Could you repeat the records below exactly, leaving the pictures out?

====== LISTED ENTRIES ======

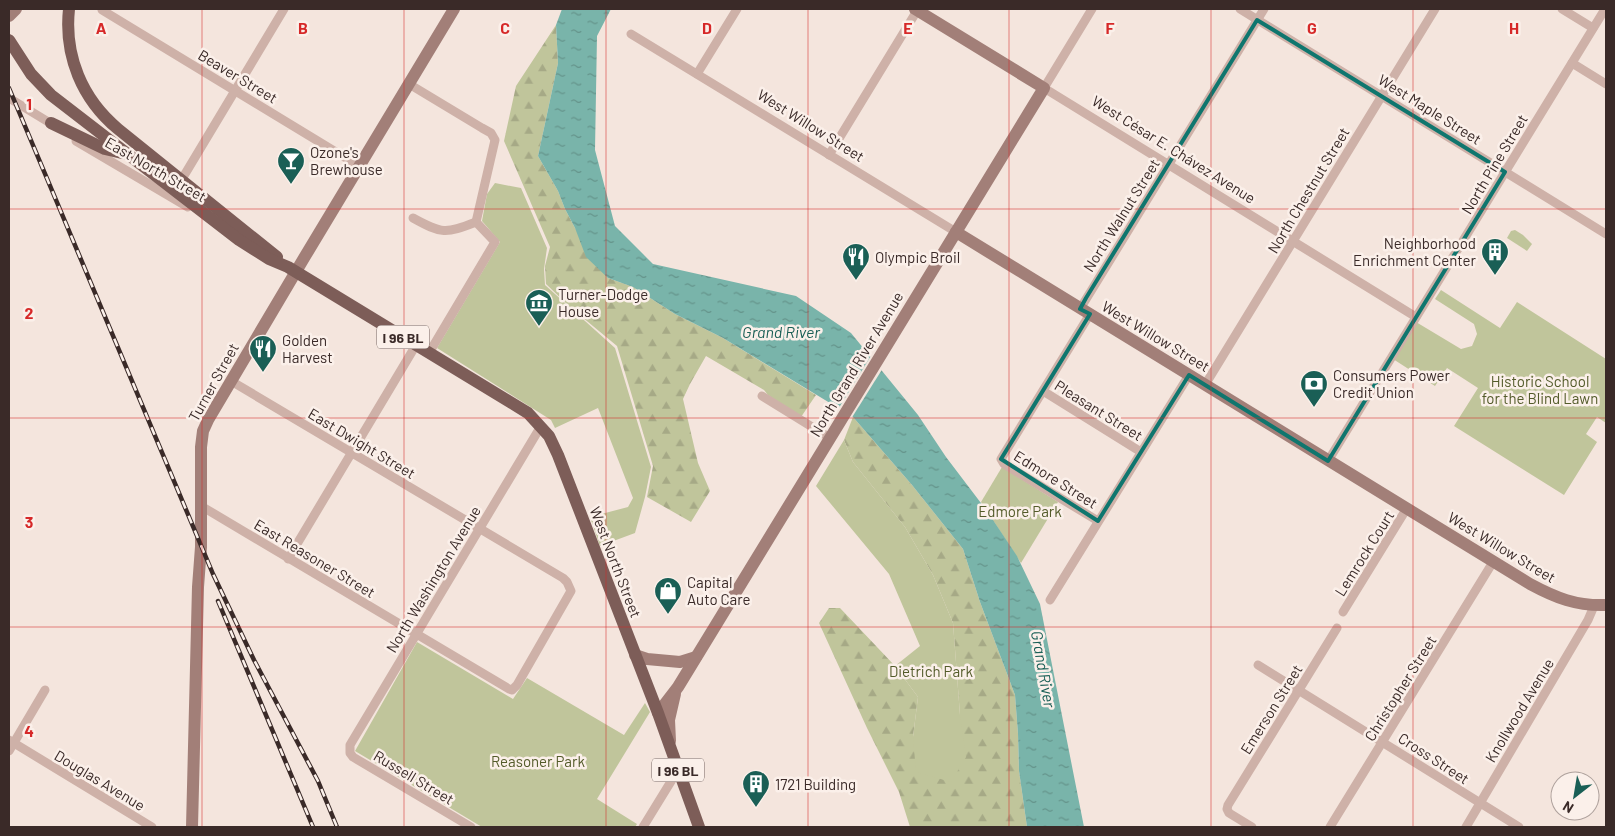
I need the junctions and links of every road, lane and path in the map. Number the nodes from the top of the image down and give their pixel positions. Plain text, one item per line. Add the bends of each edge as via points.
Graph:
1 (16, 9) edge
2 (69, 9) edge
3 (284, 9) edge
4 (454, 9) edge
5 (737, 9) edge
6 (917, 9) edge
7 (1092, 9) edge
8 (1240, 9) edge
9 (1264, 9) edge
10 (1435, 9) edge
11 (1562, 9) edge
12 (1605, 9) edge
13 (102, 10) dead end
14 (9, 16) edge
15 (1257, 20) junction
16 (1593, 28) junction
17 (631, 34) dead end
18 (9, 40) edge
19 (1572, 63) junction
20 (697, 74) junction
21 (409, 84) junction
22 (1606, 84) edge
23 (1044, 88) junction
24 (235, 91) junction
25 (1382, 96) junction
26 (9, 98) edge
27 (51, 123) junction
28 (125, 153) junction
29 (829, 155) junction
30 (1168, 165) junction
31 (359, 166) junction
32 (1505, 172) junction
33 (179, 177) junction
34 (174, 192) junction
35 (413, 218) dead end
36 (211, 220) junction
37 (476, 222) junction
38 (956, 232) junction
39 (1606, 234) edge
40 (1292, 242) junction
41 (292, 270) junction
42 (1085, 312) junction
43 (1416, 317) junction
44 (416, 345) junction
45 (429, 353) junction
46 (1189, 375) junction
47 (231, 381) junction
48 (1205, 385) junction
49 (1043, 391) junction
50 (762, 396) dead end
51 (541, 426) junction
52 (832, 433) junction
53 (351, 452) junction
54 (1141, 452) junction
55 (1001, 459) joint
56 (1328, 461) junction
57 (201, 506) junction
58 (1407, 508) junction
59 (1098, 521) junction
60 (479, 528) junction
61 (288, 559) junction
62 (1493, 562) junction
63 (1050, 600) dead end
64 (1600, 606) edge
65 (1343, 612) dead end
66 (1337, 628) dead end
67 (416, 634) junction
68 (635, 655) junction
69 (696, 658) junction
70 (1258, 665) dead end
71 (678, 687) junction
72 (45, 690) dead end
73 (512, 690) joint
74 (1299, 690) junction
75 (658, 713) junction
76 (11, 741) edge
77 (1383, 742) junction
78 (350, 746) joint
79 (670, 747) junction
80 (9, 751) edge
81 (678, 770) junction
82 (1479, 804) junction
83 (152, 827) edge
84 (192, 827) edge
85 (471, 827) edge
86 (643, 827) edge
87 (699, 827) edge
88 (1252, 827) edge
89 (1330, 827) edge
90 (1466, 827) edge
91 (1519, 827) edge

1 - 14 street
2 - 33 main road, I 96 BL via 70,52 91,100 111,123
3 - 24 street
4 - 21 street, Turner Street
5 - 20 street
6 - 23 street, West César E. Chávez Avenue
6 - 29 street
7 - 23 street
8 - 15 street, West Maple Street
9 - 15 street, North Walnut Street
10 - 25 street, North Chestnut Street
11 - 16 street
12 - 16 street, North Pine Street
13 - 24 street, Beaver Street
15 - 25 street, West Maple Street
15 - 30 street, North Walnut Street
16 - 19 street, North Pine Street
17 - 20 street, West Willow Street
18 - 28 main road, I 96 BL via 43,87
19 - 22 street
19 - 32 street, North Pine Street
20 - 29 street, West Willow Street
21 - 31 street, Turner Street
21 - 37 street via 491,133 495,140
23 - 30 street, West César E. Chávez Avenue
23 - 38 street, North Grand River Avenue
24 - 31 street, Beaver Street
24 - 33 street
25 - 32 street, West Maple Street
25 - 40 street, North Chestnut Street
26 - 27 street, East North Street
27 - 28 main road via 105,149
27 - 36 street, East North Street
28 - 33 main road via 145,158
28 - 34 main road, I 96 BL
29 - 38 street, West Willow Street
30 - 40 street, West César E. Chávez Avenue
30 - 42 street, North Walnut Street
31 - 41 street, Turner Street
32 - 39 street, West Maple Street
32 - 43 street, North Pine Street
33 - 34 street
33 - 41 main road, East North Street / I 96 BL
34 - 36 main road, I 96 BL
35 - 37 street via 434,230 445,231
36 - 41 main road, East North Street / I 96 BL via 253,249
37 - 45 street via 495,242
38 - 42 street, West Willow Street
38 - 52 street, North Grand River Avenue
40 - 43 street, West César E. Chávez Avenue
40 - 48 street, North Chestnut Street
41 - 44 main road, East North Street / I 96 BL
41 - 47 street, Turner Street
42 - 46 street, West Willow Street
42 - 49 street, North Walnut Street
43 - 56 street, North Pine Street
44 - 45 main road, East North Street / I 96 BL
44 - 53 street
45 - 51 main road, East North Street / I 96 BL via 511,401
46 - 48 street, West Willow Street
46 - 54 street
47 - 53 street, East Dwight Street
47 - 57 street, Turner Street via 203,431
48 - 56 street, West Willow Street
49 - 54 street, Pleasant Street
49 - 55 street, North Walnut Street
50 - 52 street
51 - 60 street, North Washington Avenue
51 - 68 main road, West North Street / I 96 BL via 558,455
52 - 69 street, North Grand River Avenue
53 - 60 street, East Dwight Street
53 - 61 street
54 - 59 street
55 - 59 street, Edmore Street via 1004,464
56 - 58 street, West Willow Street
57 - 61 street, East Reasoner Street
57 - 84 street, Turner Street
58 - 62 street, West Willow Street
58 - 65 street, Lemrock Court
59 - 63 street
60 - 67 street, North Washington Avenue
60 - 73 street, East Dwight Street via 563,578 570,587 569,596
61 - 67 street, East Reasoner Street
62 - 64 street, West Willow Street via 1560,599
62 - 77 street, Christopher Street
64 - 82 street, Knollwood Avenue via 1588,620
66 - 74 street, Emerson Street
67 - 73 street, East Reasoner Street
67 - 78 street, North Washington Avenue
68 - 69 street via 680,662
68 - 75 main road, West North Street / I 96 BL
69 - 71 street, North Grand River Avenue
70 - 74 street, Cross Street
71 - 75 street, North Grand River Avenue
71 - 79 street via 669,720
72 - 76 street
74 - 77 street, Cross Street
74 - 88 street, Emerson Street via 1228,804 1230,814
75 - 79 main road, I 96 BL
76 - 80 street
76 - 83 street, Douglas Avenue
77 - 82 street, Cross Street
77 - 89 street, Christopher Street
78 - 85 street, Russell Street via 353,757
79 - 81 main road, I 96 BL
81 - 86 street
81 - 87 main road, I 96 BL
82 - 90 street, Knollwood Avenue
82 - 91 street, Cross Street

======

**WRITTEN REPLY**
I need the junctions and links of every road, lane and path in the map. Number the nodes from the top of the image down and give their pixel positions. Plain text, one item per line. Add the bends of each edge as via points.
Graph:
1 (16, 9) edge
2 (69, 9) edge
3 (284, 9) edge
4 (454, 9) edge
5 (737, 9) edge
6 (917, 9) edge
7 (1092, 9) edge
8 (1240, 9) edge
9 (1264, 9) edge
10 (1435, 9) edge
11 (1562, 9) edge
12 (1605, 9) edge
13 (102, 10) dead end
14 (9, 16) edge
15 (1257, 20) junction
16 (1593, 28) junction
17 (631, 34) dead end
18 (9, 40) edge
19 (1572, 63) junction
20 (697, 74) junction
21 (409, 84) junction
22 (1606, 84) edge
23 (1044, 88) junction
24 (235, 91) junction
25 (1382, 96) junction
26 (9, 98) edge
27 (51, 123) junction
28 (125, 153) junction
29 (829, 155) junction
30 (1168, 165) junction
31 (359, 166) junction
32 (1505, 172) junction
33 (179, 177) junction
34 (174, 192) junction
35 (413, 218) dead end
36 (211, 220) junction
37 (476, 222) junction
38 (956, 232) junction
39 (1606, 234) edge
40 (1292, 242) junction
41 (292, 270) junction
42 (1085, 312) junction
43 (1416, 317) junction
44 (416, 345) junction
45 (429, 353) junction
46 (1189, 375) junction
47 (231, 381) junction
48 (1205, 385) junction
49 (1043, 391) junction
50 (762, 396) dead end
51 (541, 426) junction
52 (832, 433) junction
53 (351, 452) junction
54 (1141, 452) junction
55 (1001, 459) joint
56 (1328, 461) junction
57 (201, 506) junction
58 (1407, 508) junction
59 (1098, 521) junction
60 (479, 528) junction
61 (288, 559) junction
62 (1493, 562) junction
63 (1050, 600) dead end
64 (1600, 606) edge
65 (1343, 612) dead end
66 (1337, 628) dead end
67 (416, 634) junction
68 (635, 655) junction
69 (696, 658) junction
70 (1258, 665) dead end
71 (678, 687) junction
72 (45, 690) dead end
73 (512, 690) joint
74 (1299, 690) junction
75 (658, 713) junction
76 (11, 741) edge
77 (1383, 742) junction
78 (350, 746) joint
79 (670, 747) junction
80 (9, 751) edge
81 (678, 770) junction
82 (1479, 804) junction
83 (152, 827) edge
84 (192, 827) edge
85 (471, 827) edge
86 (643, 827) edge
87 (699, 827) edge
88 (1252, 827) edge
89 (1330, 827) edge
90 (1466, 827) edge
91 (1519, 827) edge

1 - 14 street
2 - 33 main road, I 96 BL via 70,52 91,100 111,123
3 - 24 street
4 - 21 street, Turner Street
5 - 20 street
6 - 23 street, West César E. Chávez Avenue
6 - 29 street
7 - 23 street
8 - 15 street, West Maple Street
9 - 15 street, North Walnut Street
10 - 25 street, North Chestnut Street
11 - 16 street
12 - 16 street, North Pine Street
13 - 24 street, Beaver Street
15 - 25 street, West Maple Street
15 - 30 street, North Walnut Street
16 - 19 street, North Pine Street
17 - 20 street, West Willow Street
18 - 28 main road, I 96 BL via 43,87
19 - 22 street
19 - 32 street, North Pine Street
20 - 29 street, West Willow Street
21 - 31 street, Turner Street
21 - 37 street via 491,133 495,140
23 - 30 street, West César E. Chávez Avenue
23 - 38 street, North Grand River Avenue
24 - 31 street, Beaver Street
24 - 33 street
25 - 32 street, West Maple Street
25 - 40 street, North Chestnut Street
26 - 27 street, East North Street
27 - 28 main road via 105,149
27 - 36 street, East North Street
28 - 33 main road via 145,158
28 - 34 main road, I 96 BL
29 - 38 street, West Willow Street
30 - 40 street, West César E. Chávez Avenue
30 - 42 street, North Walnut Street
31 - 41 street, Turner Street
32 - 39 street, West Maple Street
32 - 43 street, North Pine Street
33 - 34 street
33 - 41 main road, East North Street / I 96 BL
34 - 36 main road, I 96 BL
35 - 37 street via 434,230 445,231
36 - 41 main road, East North Street / I 96 BL via 253,249
37 - 45 street via 495,242
38 - 42 street, West Willow Street
38 - 52 street, North Grand River Avenue
40 - 43 street, West César E. Chávez Avenue
40 - 48 street, North Chestnut Street
41 - 44 main road, East North Street / I 96 BL
41 - 47 street, Turner Street
42 - 46 street, West Willow Street
42 - 49 street, North Walnut Street
43 - 56 street, North Pine Street
44 - 45 main road, East North Street / I 96 BL
44 - 53 street
45 - 51 main road, East North Street / I 96 BL via 511,401
46 - 48 street, West Willow Street
46 - 54 street
47 - 53 street, East Dwight Street
47 - 57 street, Turner Street via 203,431
48 - 56 street, West Willow Street
49 - 54 street, Pleasant Street
49 - 55 street, North Walnut Street
50 - 52 street
51 - 60 street, North Washington Avenue
51 - 68 main road, West North Street / I 96 BL via 558,455
52 - 69 street, North Grand River Avenue
53 - 60 street, East Dwight Street
53 - 61 street
54 - 59 street
55 - 59 street, Edmore Street via 1004,464
56 - 58 street, West Willow Street
57 - 61 street, East Reasoner Street
57 - 84 street, Turner Street
58 - 62 street, West Willow Street
58 - 65 street, Lemrock Court
59 - 63 street
60 - 67 street, North Washington Avenue
60 - 73 street, East Dwight Street via 563,578 570,587 569,596
61 - 67 street, East Reasoner Street
62 - 64 street, West Willow Street via 1560,599
62 - 77 street, Christopher Street
64 - 82 street, Knollwood Avenue via 1588,620
66 - 74 street, Emerson Street
67 - 73 street, East Reasoner Street
67 - 78 street, North Washington Avenue
68 - 69 street via 680,662
68 - 75 main road, West North Street / I 96 BL
69 - 71 street, North Grand River Avenue
70 - 74 street, Cross Street
71 - 75 street, North Grand River Avenue
71 - 79 street via 669,720
72 - 76 street
74 - 77 street, Cross Street
74 - 88 street, Emerson Street via 1228,804 1230,814
75 - 79 main road, I 96 BL
76 - 80 street
76 - 83 street, Douglas Avenue
77 - 82 street, Cross Street
77 - 89 street, Christopher Street
78 - 85 street, Russell Street via 353,757
79 - 81 main road, I 96 BL
81 - 86 street
81 - 87 main road, I 96 BL
82 - 90 street, Knollwood Avenue
82 - 91 street, Cross Street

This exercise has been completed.